(Saved data entries)

————————

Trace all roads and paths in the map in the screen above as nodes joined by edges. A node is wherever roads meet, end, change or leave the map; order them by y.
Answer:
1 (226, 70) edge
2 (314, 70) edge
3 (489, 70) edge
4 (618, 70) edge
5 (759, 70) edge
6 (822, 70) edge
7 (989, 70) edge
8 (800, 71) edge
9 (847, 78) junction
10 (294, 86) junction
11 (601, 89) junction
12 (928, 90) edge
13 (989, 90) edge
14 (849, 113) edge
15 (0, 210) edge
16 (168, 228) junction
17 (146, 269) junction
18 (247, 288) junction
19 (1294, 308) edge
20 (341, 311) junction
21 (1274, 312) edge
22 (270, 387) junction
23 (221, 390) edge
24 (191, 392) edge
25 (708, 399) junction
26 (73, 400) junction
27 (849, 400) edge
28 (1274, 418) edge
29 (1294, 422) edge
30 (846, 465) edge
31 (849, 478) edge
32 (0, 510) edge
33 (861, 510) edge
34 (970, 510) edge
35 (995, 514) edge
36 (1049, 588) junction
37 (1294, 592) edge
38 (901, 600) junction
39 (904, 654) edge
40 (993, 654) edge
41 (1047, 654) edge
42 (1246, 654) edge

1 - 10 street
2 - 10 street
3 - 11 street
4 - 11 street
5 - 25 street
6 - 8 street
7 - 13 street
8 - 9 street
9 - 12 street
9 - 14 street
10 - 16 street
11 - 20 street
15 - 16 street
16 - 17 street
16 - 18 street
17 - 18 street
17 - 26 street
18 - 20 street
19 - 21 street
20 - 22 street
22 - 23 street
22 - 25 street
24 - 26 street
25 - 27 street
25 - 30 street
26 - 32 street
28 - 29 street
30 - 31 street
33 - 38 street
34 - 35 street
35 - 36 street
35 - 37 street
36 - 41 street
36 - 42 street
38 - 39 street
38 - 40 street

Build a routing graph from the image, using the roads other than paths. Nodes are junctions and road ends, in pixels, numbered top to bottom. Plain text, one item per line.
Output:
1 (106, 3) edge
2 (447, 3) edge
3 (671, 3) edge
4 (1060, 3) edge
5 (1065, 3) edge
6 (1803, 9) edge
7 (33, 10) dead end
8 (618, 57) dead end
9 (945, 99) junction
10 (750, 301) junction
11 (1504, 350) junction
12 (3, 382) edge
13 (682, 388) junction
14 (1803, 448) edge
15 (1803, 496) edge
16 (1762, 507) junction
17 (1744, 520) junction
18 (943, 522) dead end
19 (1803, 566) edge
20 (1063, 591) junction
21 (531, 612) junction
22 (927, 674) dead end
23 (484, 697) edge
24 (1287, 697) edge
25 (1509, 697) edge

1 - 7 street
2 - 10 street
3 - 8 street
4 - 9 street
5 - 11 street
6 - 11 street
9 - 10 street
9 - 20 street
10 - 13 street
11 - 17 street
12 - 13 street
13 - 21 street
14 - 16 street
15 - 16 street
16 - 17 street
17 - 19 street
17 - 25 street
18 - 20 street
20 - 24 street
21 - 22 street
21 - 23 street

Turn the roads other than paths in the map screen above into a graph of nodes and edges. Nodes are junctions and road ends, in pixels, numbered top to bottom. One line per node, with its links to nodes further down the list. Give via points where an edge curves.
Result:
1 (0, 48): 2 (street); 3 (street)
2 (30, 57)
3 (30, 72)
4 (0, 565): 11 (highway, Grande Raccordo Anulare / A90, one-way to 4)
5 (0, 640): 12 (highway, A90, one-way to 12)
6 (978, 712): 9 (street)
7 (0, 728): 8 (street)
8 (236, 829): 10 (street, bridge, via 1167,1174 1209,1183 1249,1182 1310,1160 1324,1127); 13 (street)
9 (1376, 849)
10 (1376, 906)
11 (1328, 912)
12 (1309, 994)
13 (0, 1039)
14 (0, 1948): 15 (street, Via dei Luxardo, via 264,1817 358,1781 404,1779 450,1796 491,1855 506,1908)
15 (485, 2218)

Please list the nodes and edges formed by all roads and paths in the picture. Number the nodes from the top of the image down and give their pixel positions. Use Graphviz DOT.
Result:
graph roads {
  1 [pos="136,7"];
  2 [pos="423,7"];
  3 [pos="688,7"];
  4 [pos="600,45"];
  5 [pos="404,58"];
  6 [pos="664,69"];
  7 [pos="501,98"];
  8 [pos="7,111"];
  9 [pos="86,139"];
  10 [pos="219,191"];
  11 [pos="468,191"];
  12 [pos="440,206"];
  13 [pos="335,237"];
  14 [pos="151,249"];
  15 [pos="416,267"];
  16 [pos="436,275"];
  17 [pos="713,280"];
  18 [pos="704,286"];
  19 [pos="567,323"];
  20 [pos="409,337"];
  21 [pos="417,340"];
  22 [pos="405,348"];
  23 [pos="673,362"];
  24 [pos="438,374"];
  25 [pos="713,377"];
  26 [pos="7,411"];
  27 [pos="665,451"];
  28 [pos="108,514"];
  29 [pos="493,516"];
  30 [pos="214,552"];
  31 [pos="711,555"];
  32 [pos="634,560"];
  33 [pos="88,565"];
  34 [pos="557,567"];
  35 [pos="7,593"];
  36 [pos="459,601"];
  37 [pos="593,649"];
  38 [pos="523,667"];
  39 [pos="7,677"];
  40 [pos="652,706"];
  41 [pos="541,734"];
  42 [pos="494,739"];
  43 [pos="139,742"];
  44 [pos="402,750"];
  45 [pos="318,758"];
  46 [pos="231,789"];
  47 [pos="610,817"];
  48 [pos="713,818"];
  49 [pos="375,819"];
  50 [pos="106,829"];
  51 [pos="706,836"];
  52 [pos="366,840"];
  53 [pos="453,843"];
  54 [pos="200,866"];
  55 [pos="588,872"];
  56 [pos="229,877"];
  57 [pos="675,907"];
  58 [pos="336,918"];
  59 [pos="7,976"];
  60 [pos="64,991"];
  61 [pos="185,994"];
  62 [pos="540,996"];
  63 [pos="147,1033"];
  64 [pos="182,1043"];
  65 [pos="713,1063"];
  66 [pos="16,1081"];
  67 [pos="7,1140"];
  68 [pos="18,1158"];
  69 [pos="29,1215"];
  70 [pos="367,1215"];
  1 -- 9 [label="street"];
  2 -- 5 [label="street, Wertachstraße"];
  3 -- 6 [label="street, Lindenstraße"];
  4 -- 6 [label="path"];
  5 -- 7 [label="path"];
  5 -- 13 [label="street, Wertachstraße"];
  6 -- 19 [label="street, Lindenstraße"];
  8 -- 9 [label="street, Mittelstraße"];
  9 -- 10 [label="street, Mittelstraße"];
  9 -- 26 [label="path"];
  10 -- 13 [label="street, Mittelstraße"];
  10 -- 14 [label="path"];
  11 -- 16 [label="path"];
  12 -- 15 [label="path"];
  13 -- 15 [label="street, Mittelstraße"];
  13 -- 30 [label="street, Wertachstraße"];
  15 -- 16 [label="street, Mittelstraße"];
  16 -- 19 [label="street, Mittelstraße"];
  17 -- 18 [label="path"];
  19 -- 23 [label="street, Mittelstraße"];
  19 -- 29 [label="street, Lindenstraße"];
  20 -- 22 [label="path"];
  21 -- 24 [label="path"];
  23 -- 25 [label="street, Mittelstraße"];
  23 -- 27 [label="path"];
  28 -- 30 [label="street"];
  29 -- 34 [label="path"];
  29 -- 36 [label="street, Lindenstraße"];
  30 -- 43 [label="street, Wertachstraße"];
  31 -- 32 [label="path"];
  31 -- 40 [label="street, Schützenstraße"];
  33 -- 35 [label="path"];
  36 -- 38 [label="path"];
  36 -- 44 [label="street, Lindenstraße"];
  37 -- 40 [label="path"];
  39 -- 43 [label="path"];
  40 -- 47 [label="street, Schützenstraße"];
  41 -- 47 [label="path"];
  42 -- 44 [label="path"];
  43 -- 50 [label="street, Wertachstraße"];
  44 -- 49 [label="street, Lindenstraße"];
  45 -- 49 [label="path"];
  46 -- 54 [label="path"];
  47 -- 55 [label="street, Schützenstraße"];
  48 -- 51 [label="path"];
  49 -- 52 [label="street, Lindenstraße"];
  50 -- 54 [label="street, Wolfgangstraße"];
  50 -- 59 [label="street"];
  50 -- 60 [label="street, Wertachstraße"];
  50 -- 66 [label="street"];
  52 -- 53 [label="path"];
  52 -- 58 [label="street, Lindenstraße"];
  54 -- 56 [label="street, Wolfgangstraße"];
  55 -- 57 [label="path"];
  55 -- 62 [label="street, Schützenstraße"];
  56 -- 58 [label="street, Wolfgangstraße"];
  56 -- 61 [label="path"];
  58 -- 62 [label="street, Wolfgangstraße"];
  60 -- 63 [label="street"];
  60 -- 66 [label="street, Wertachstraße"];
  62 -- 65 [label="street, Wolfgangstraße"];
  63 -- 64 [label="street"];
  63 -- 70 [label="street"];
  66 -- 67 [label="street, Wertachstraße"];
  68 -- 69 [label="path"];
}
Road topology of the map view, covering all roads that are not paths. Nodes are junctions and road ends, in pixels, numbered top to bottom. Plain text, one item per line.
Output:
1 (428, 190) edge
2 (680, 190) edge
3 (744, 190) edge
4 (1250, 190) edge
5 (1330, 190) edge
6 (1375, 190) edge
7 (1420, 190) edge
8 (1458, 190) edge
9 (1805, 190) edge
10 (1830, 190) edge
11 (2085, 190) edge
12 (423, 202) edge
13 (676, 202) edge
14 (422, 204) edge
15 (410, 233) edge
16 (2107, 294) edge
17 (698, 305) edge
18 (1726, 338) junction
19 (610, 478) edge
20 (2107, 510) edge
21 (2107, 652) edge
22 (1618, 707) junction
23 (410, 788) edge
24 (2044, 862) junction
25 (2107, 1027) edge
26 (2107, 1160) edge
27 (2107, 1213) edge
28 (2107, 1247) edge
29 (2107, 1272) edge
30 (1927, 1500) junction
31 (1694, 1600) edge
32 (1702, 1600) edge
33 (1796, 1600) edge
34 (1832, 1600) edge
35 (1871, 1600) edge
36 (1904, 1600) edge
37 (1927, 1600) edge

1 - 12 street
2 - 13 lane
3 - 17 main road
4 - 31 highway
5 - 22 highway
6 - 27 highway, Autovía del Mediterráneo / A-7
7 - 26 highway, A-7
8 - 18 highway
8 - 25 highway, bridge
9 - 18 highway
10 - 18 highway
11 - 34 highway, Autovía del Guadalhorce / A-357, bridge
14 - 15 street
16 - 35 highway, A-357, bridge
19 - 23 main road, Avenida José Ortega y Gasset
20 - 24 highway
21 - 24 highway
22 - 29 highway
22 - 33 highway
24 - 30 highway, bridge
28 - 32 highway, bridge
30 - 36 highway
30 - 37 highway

————————

#### EXERCISE DIRECTIONS
Working through the entries above, copy every line in which "paths" is found.

#### WRITTEN ANSWER
Trace all roads and paths in the map in the screen above as nodes joined by edges. A node is wherever roads meet, end, change or leave the map; order them by y.
Build a routing graph from the image, using the roads other than paths. Nodes are junctions and road ends, in pixels, numbered top to bottom. Plain text, one item per line.
Turn the roads other than paths in the map screen above into a graph of nodes and edges. Nodes are junctions and road ends, in pixels, numbered top to bottom. One line per node, with its links to nodes further down the list. Give via points where an edge curves.
Please list the nodes and edges formed by all roads and paths in the picture. Number the nodes from the top of the image down and give their pixel positions. Use Graphviz DOT.
Road topology of the map view, covering all roads that are not paths. Nodes are junctions and road ends, in pixels, numbered top to bottom. Plain text, one item per line.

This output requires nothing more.